Por favor, pare de me tratar como se eu fosse uma traça voraz, interessada
apenas em comer o seu acervo todo, pedacinho por pedacinho. Juro que eu tenho um
coração delicado como papel bíblia e posso ser elegante como um exemplar raro,
encapado do mais nobre couro e com detalhes de ouro na lombada e na guarda
também.
Não entendo porque você me despreza tanto, como me faz assim... "página
virada, descartada do teu folhetim..." Tá bom, eu sei que isso não é literatura,
é música, mas a veia poética do Chico não é de se jogar fora, não é verdade?
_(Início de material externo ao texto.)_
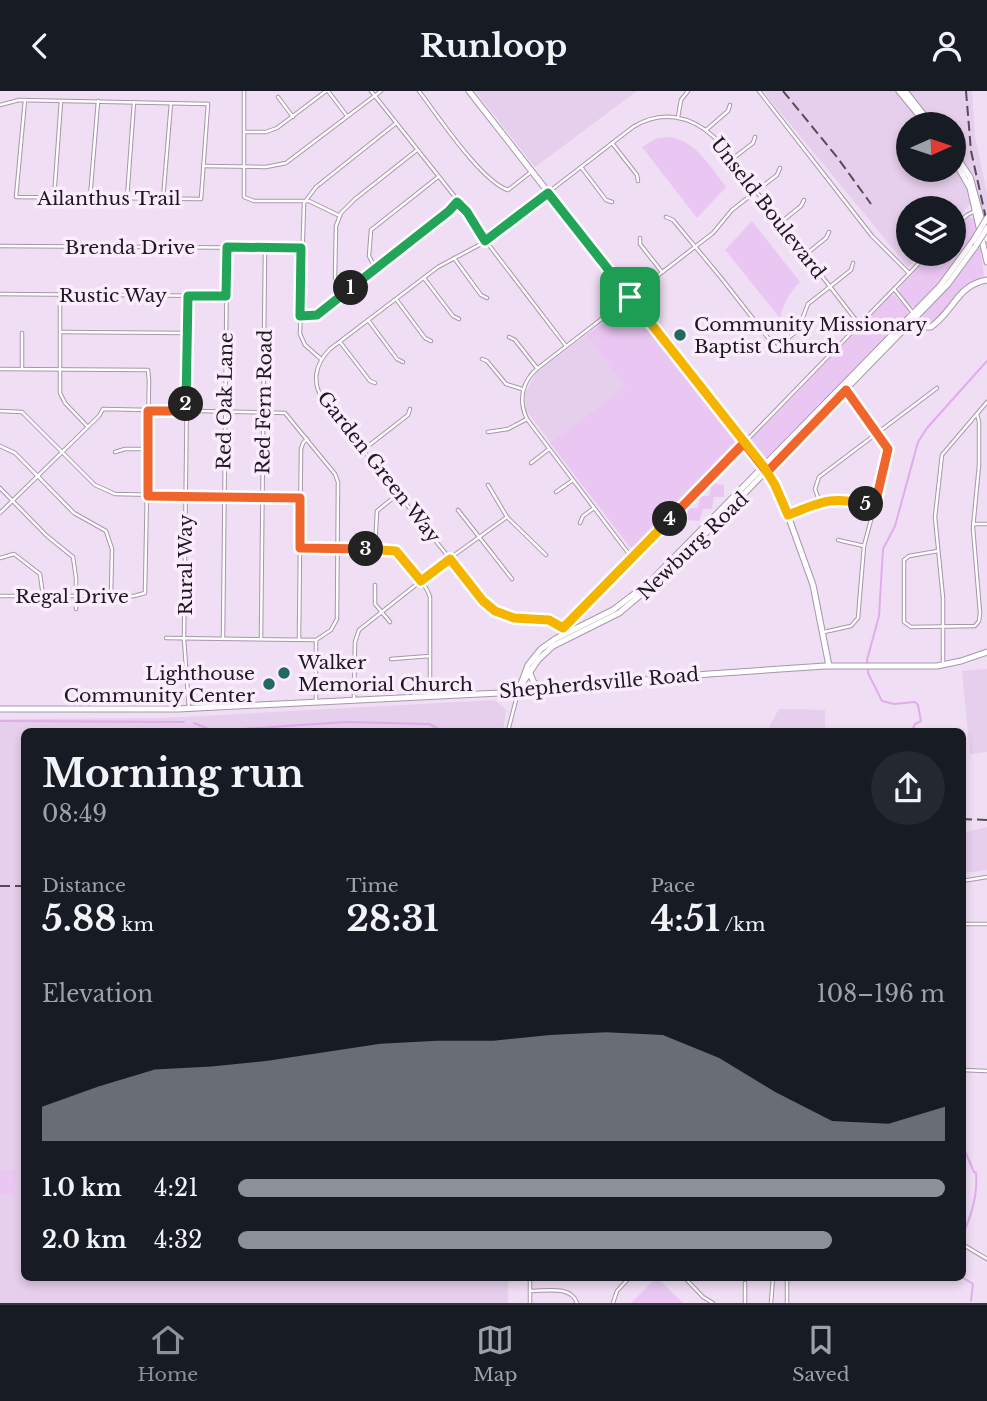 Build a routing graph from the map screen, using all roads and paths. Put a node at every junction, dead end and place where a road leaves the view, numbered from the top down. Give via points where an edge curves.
1 (244, 91) edge
2 (327, 91) edge
3 (371, 91) edge
4 (381, 91) edge
5 (419, 91) edge
6 (469, 91) edge
7 (688, 91) edge
8 (759, 91) edge
9 (899, 91) edge
10 (905, 91) edge
11 (375, 96) junction
12 (278, 97) dead end
13 (25, 100) junction
14 (61, 101) junction
15 (98, 101) junction
16 (134, 102) junction
17 (171, 103) junction
18 (0, 105) edge
19 (730, 105) dead end
20 (916, 112) edge
21 (922, 112) edge
22 (293, 117) junction
23 (348, 117) junction
24 (678, 117) junction
25 (396, 123) junction
26 (706, 130) junction
27 (243, 132) junction
28 (755, 137) dead end
29 (612, 143) junction
30 (417, 150) junction
31 (731, 160) junction
32 (202, 166) junction
33 (243, 166) junction
34 (581, 167) junction
35 (780, 168) dead end
36 (966, 171) edge
37 (531, 172) junction
38 (438, 177) junction
39 (966, 180) edge
40 (638, 181) dead end
41 (756, 191) junction
42 (548, 193) junction
43 (54, 198) junction
44 (90, 198) junction
45 (127, 198) junction
46 (163, 199) junction
47 (804, 200) dead end
48 (305, 201) junction
49 (457, 202) junction
50 (611, 202) dead end
51 (978, 210) junction
52 (340, 216) junction
53 (966, 216) edge
54 (666, 217) dead end
55 (987, 218) edge
56 (780, 223) junction
57 (987, 228) edge
58 (829, 232) dead end
59 (639, 238) dead end
60 (987, 239) edge
61 (485, 241) junction
62 (974, 244) junction
63 (0, 246) edge
64 (227, 247) junction
65 (694, 247) junction
66 (265, 248) junction
67 (301, 248) junction
68 (805, 255) junction
69 (454, 258) junction
70 (987, 263) edge
71 (853, 264) dead end
72 (916, 266) edge
73 (376, 269) junction
74 (662, 272) junction
75 (909, 273) junction
76 (424, 278) junction
77 (987, 280) edge
78 (830, 286) junction
79 (894, 289) junction
80 (0, 295) edge
81 (60, 295) junction
82 (342, 295) junction
83 (188, 296) junction
84 (226, 296) junction
85 (630, 297) junction
86 (487, 298) dead end
87 (396, 299) junction
88 (915, 315) junction
89 (300, 316) junction
90 (459, 319) dead end
91 (368, 320) junction
92 (859, 324) junction
93 (59, 332) junction
94 (22, 333) dead end
95 (187, 333) junction
96 (509, 337) dead end
97 (431, 341) dead end
98 (340, 342) junction
99 (566, 346) junction
100 (321, 359) junction
101 (482, 359) dead end
102 (403, 362) dead end
103 (538, 368) junction
104 (0, 369) edge
105 (22, 369) junction
106 (59, 369) junction
107 (375, 383) dead end
108 (845, 388) junction
109 (937, 388) dead end
110 (523, 389) junction
111 (987, 402) edge
112 (410, 409) dead end
113 (0, 411) edge
114 (148, 411) junction
115 (186, 411) junction
116 (225, 412) junction
117 (263, 412) junction
118 (977, 414) junction
119 (527, 419) junction
120 (967, 424) junction
121 (88, 427) junction
122 (978, 429) junction
123 (488, 432) dead end
124 (878, 432) junction
125 (307, 439) junction
126 (744, 443) junction
127 (0, 446) edge
128 (148, 449) junction
129 (549, 449) junction
130 (363, 450) junction
131 (63, 451) junction
132 (115, 452) dead end
133 (531, 463) dead end
134 (766, 470) junction
135 (38, 476) junction
136 (573, 480) junction
137 (488, 485) dead end
138 (0, 488) edge
139 (556, 492) dead end
140 (398, 493) junction
141 (148, 496) junction
142 (185, 496) junction
143 (224, 497) junction
144 (262, 497) junction
145 (300, 498) junction
146 (13, 501) junction
147 (820, 503) junction
148 (875, 505) junction
149 (594, 508) junction
150 (458, 510) dead end
151 (0, 513) edge
152 (788, 515) junction
153 (506, 517) junction
154 (580, 523) dead end
155 (973, 524) junction
156 (987, 524) edge
157 (480, 537) junction
158 (838, 540) dead end
159 (864, 546) junction
160 (300, 548) junction
161 (338, 549) junction
162 (375, 549) junction
163 (938, 551) junction
164 (546, 555) dead end
165 (0, 558) edge
166 (632, 558) junction
167 (450, 559) junction
168 (512, 579) dead end
169 (421, 581) junction
170 (375, 585) dead end
171 (0, 596) edge
172 (43, 596) junction
173 (76, 596) junction
174 (111, 596) junction
175 (76, 609) dead end
176 (381, 612) junction
177 (985, 612) dead end
178 (980, 613) junction
179 (390, 622) dead end
180 (943, 627) junction
181 (824, 632) junction
182 (166, 638) dead end
183 (184, 639) junction
184 (223, 639) junction
185 (261, 639) junction
186 (299, 640) junction
187 (316, 640) junction
188 (986, 654) edge
189 (430, 656) junction
190 (391, 659) dead end
191 (943, 664) junction
192 (829, 666) junction
193 (529, 671) junction
194 (520, 684) junction
195 (551, 689) junction
196 (518, 692) junction
197 (430, 695) junction
198 (354, 699) junction
199 (316, 701) junction
200 (0, 709) edge
201 (189, 709) junction
202 (509, 728) edge
203 (987, 877) edge
204 (966, 880) edge
205 (966, 924) edge
206 (987, 924) edge
207 (966, 1070) edge
208 (987, 1071) edge
209 (966, 1246) edge
210 (987, 1259) edge
211 (530, 1281) edge
212 (626, 1281) edge
213 (687, 1281) edge
214 (773, 1281) edge
215 (787, 1281) edge
216 (745, 1283) dead end
217 (530, 1291) junction
218 (530, 1303) edge
219 (577, 1303) edge
220 (613, 1303) edge
221 (712, 1303) edge
222 (745, 1303) edge
223 (771, 1303) edge
224 (787, 1303) edge

1 - 27 street
2 - 22 street
2 - 23 street
3 - 11 street
4 - 11 street
5 - 37 street via 482,171 502,188 508,190
6 - 37 main road
7 - 24 street
8 - 75 street via 872,236
9 - 20 main road
10 - 21 main road
11 - 23 street
11 - 25 street
12 - 22 street
13 - 14 street
13 - 18 street
13 - 43 street, Ailanthus Trail via 16,197
14 - 15 street
14 - 43 street
15 - 16 street
15 - 44 street
16 - 17 street
16 - 45 street
17 - 32 street via 208,104
17 - 46 street
19 - 26 street
22 - 27 street via 271,131
23 - 33 street via 286,163
24 - 26 street, Unseld Boulevard
24 - 29 street via 643,121
25 - 30 street
25 - 48 street
26 - 31 street, Unseld Boulevard
27 - 33 street
28 - 31 street
29 - 34 street
29 - 40 street
30 - 38 street
30 - 52 street via 347,205
31 - 41 street, Unseld Boulevard
32 - 33 street
32 - 46 street, Ailanthus Trail via 201,199
33 - 48 street via 247,199
34 - 42 street
34 - 50 street
35 - 41 street
36 - 51 main road
37 - 42 main road
38 - 49 street
38 - 73 street via 371,230 369,256
39 - 51 main road
41 - 56 street, Unseld Boulevard
41 - 65 street
42 - 61 street
42 - 85 main road
43 - 44 street, Ailanthus Trail
44 - 45 street, Ailanthus Trail
45 - 46 street, Ailanthus Trail
47 - 56 street
48 - 52 street
48 - 67 street
49 - 61 street
49 - 73 street
51 - 53 street
51 - 60 main road
51 - 70 main road
52 - 82 street via 335,234 335,278
54 - 65 street
55 - 62 main road, Newburg Road, bridge
56 - 68 street, Unseld Boulevard
57 - 62 main road, Newburg Road, bridge
58 - 68 street
59 - 74 street
61 - 69 street
61 - 99 street
62 - 88 main road, Newburg Road via 948,284
63 - 64 street, Brenda Drive
64 - 66 street, Brenda Drive
64 - 84 street, Red Oak Lane
65 - 74 street
65 - 78 street via 776,348 798,330 808,304
66 - 67 street, Brenda Drive
66 - 117 street, Red Fern Road
67 - 89 street
68 - 78 street, Unseld Boulevard
69 - 76 street
69 - 86 street
71 - 78 street
72 - 75 street
73 - 82 street
74 - 85 street
75 - 79 street
76 - 87 street
76 - 90 street
77 - 88 main road via 966,288 932,327 925,327
78 - 92 street, Unseld Boulevard
79 - 88 street
79 - 92 street
80 - 81 street, Rustic Way
81 - 83 street, Rustic Way
81 - 93 street
82 - 89 street via 317,315
83 - 84 street, Rustic Way
83 - 95 street, Rural Way
84 - 116 street, Red Oak Lane
85 - 99 street
85 - 126 main road
87 - 91 street
87 - 97 street
88 - 108 main road, Newburg Road
89 - 100 street via 302,341
91 - 98 street
91 - 102 street
92 - 126 street
93 - 95 street
93 - 106 street
94 - 105 street
95 - 115 street, Rural Way
96 - 103 street
98 - 100 street
98 - 107 street
99 - 103 street
100 - 130 street, Garden Green Way via 316,377 319,393
101 - 110 street via 506,384
103 - 110 street
104 - 105 street
105 - 106 street
106 - 114 street via 148,370
106 - 121 street via 62,398
108 - 124 street
108 - 134 main road, Newburg Road
109 - 124 street
110 - 119 street
111 - 118 street
112 - 130 street
113 - 131 street via 22,412
114 - 115 street
114 - 121 street via 103,409
114 - 128 street
115 - 116 street
115 - 142 street, Rural Way
116 - 117 street
116 - 143 street, Red Oak Lane
117 - 125 street via 285,413
117 - 144 street, Red Fern Road
118 - 120 street
118 - 122 street
119 - 123 street
119 - 129 street
120 - 122 street
120 - 163 street via 942,455 935,504
121 - 131 street
122 - 155 street
124 - 147 street via 818,479 815,489
124 - 148 street via 889,452
125 - 145 street via 301,446
125 - 161 street via 337,477
126 - 134 main road
126 - 166 street
127 - 135 street via 13,451
128 - 132 street
128 - 141 street
129 - 133 street
129 - 136 street
130 - 140 street, Garden Green Way
131 - 135 street
131 - 141 street via 103,490
134 - 152 main road
134 - 193 main road, Newburg Road via 645,594 619,614 553,646
134 - 194 main road, Newburg Road via 637,593 541,649
135 - 146 street
135 - 174 street via 74,513 107,534 112,549
136 - 139 street
136 - 149 street
137 - 153 street
138 - 146 street
140 - 162 street via 377,512
140 - 167 street, Garden Green Way
141 - 142 street
141 - 174 street, Regal Drive via 144,594
142 - 143 street
142 - 183 street, Rural Way
143 - 144 street
143 - 184 street, Red Oak Lane
144 - 145 street
144 - 185 street, Red Fern Road
145 - 160 street
146 - 151 street
146 - 173 street via 74,558
147 - 148 street via 840,499
147 - 152 street
148 - 159 street
149 - 154 street
149 - 166 street
150 - 157 street
152 - 181 main road
153 - 157 street
153 - 164 street
155 - 156 street
155 - 178 street
157 - 167 street
157 - 168 street
158 - 159 street
159 - 181 street via 856,621
160 - 161 street
160 - 186 street
161 - 162 street
161 - 187 street via 337,621
162 - 169 street via 396,551
163 - 180 street
163 - 180 street via 904,561 904,621 911,627
165 - 172 street via 14,554 40,573
166 - 167 street, Garden Green Way via 563,628 549,620 514,618 495,611
167 - 169 street
169 - 176 street
169 - 189 street via 430,597
170 - 176 street via 375,603
171 - 172 street, Regal Drive
172 - 173 street, Regal Drive
173 - 174 street, Regal Drive
173 - 175 street
176 - 179 street
176 - 198 street via 356,636
177 - 178 street
178 - 180 street via 975,626
180 - 191 street
181 - 192 main road
182 - 183 street
183 - 184 street
183 - 201 street, Rural Way
184 - 185 street
185 - 186 street
186 - 187 street
187 - 199 street
188 - 191 main road, Shepherdsville Road
189 - 190 street
189 - 197 street
191 - 192 main road, Shepherdsville Road
192 - 195 main road, Shepherdsville Road
193 - 194 main road, Newburg Road
193 - 195 main road via 534,683
194 - 196 main road, Newburg Road
195 - 196 main road, Shepherdsville Road
196 - 197 main road, Shepherdsville Road
196 - 202 street
197 - 198 main road, Shepherdsville Road
198 - 199 main road, Shepherdsville Road
199 - 201 main road, Shepherdsville Road
200 - 201 main road, Shepherdsville Road
203 - 204 street
205 - 206 street
207 - 208 street
209 - 210 street
211 - 217 street
212 - 220 street
213 - 221 street
214 - 223 street
215 - 224 street
216 - 222 street
217 - 218 street
217 - 219 street via 567,1291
Então, deixe de pensar em mim com o mesmo desprezo que o leitor comum confere ao
D. Quixote e valorize-me como a um certo e valente Capitão Rodrigo, pois não
quero e nem "hei de morrer de amar mais do que pude", como tragicamente sugeriu
Vinícius, pois ainda hei de repousar no canto mais aconchegante da sua melhor
estante ou mais dileta prateleira, embora, sem dúvida eu preferisse estar,
agora, mais próximo da sua cabeceira!
Sei que estou sendo um tanto ousado neste instante, mas não foi o maior
escritor brasileiro quem disse que "as melhores mulheres pertencem aos homens
mais atrevidos?" Pois, então, saiba que nem o Tempo e o Vento juntos serão
capazes de levar de mim esta profunda paixão que por acaso ocorre aqui e agora,
mas que poderia muito bem ter paralelo em Verona ou em qualquer outro cenário
shakesperiano.
Um beijo do
(assinatura)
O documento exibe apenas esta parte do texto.